Back further, a first-born, a son, too, dying of pneumonia in a crowded hospital at three days old.  A deep depression.  Solace in a kitten and in writing.

…Growing up in the thirties.  “My mother, who was a very shy person, went from door to door selling Pitkins Products, toothpaste, spices, hand lotion.  My father would drive her around, and she’d go up and knock on the door… It was her work that kept the family together.”

“One of the ways we got through the Depression was, I remember when I was 11, going up into the forest with my father gathering wood.  We’d bring it home and saw it up together.”

“Two women, two women, on a two-woman saw,” sing the women, seeing where this story leads.

…And improbable inventor uncle with a wooden leg.  College on a shoestring.  A glimpse of Ruth as a young science teacher in 1945 explaining what an atom is to the school board, who suddenly wanted to know.

“When did you start to write?”  Were you writing in those years?”

Poetry at seventeen.  Her book For Those Who Cannot Sleep written while mothering three sons, tending to both her family’s needs and her creative self, but at a cost, a breakdown.

The search for companions.  The artists at New Hope, the “Newcomers’ Club” in Jenkintown; “You introduced yourself by saying what your husband did.”  The Quakers, a poets’ group, “single parents,” a workshop on communes, and there in a corner sits Jean.

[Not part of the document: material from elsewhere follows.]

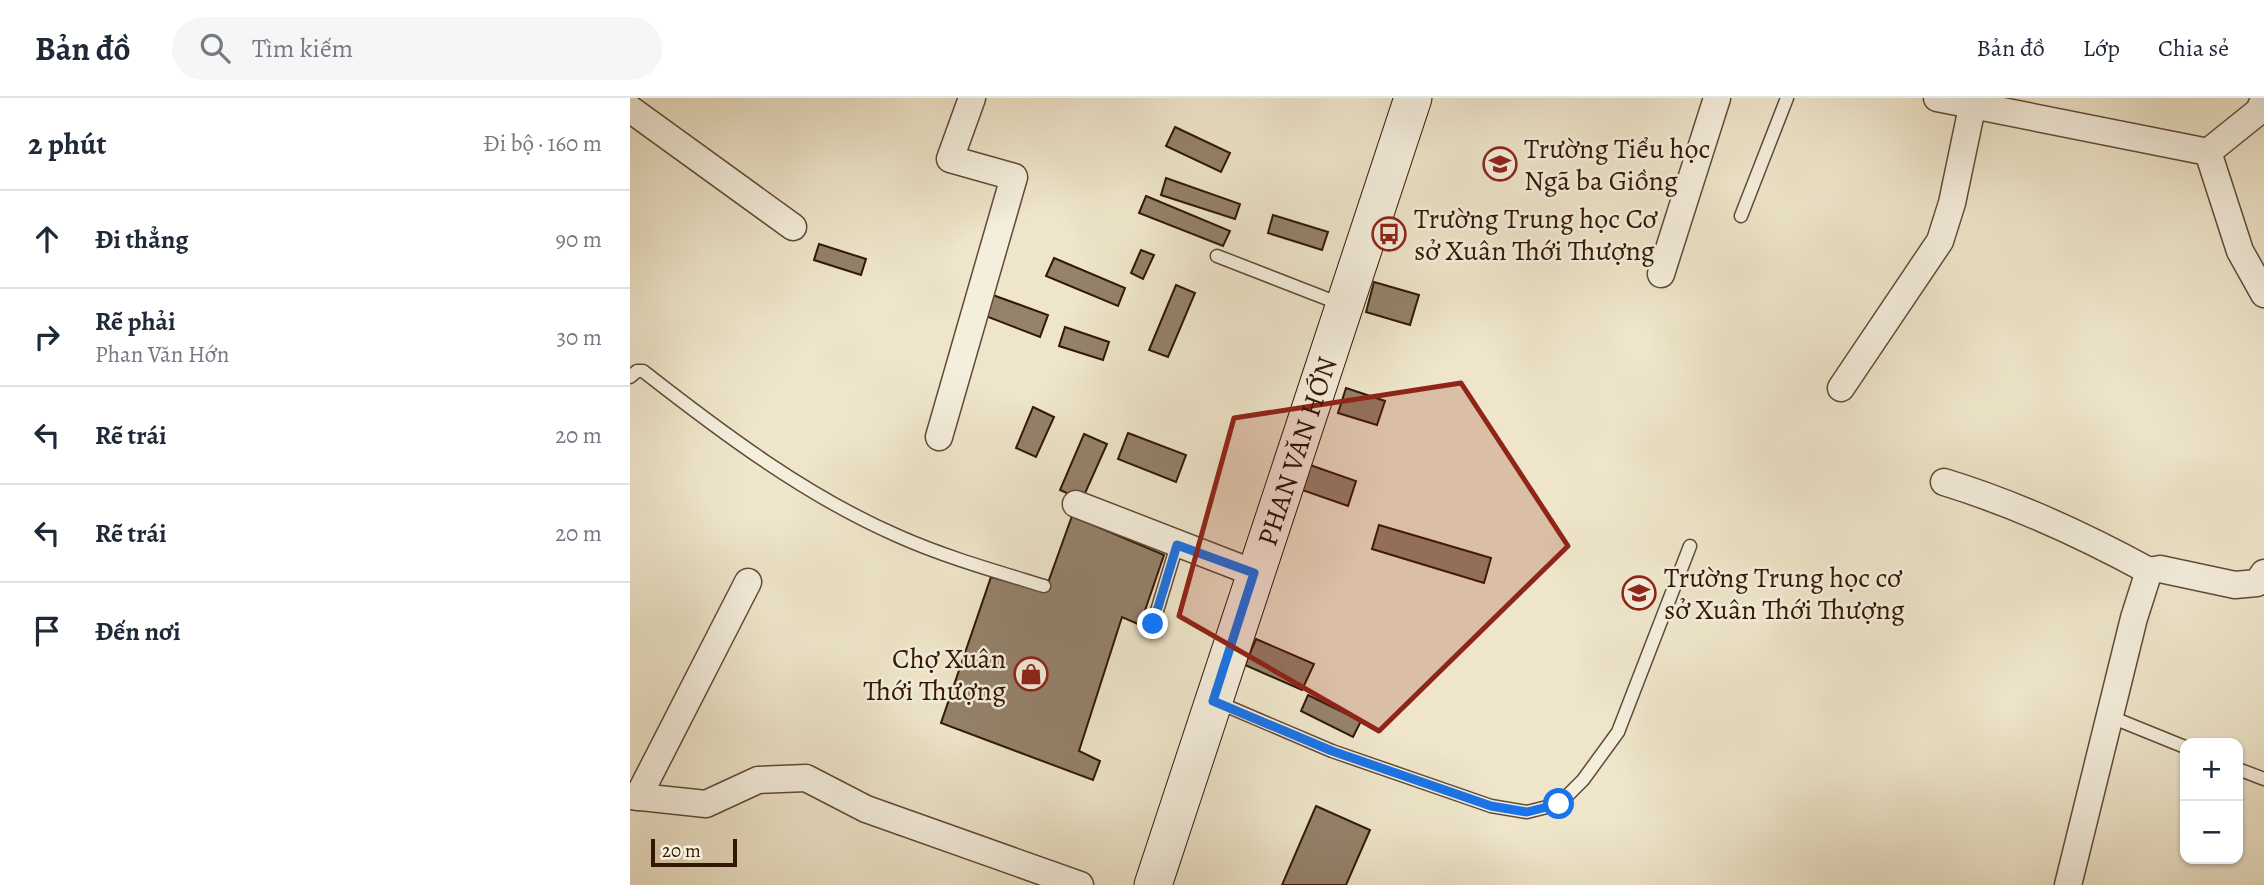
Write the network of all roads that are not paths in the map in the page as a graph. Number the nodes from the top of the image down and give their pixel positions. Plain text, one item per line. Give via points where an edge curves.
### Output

… And the long road yet that sends Ruth across the country after her in a motley caravan of women and kids. “In Detroit we met a woman who had ‘just driven off’ with the family VW, her two boys, and her gas credit card. So she joined us … ” Repairing their own cars, tending the kids, they finally made it West. Ruth made it to Jean on a commune in Oregon; and we left them there, at the beginning of their life together, giggling into the night, and the kids calling up “Go to sleep!”

… Surfacing in the meadow with that same person now, as she celebrates 60. We thank her for her stories, for her life. We stir, we stretch, and become again characters in “The Further Adventures … ”

After our stillness, activity is in order. We gather into small groups for making “gifts.” Meanwhile, there are massages for Ruth and Jean in the dappled shade up by the garden, as Miranda wiggles on the blanket near.

For the “presents” we re-gather on the grass. There is a gift of “dance and movement”–a long green tunnel of a dragon, exploding into sounds and costumed dancers. A gift of words, a collective poem. An impromptu song in honor of Ruth. And a giant “birthday card.”

We end with the singing of her song. “Dance with me,” she says, and women spill into the meadow, waltzing and singing of sixty. Ruth is passed ’round the circle for kisses and hugs, and the day is over .

It left me so proud of us all, so grateful to have friends like these. In the end, for me, the day was not so much about Ruth, or being sixty … Or rather, precisely because it was so powerfully about these things, it became an exploration of the nature of celebration itself.

I’m grateful for Ruth’s present to us all, and to Fly Away Home for the inspired way they made it be, and for the looks of love that day on all the women’s faces.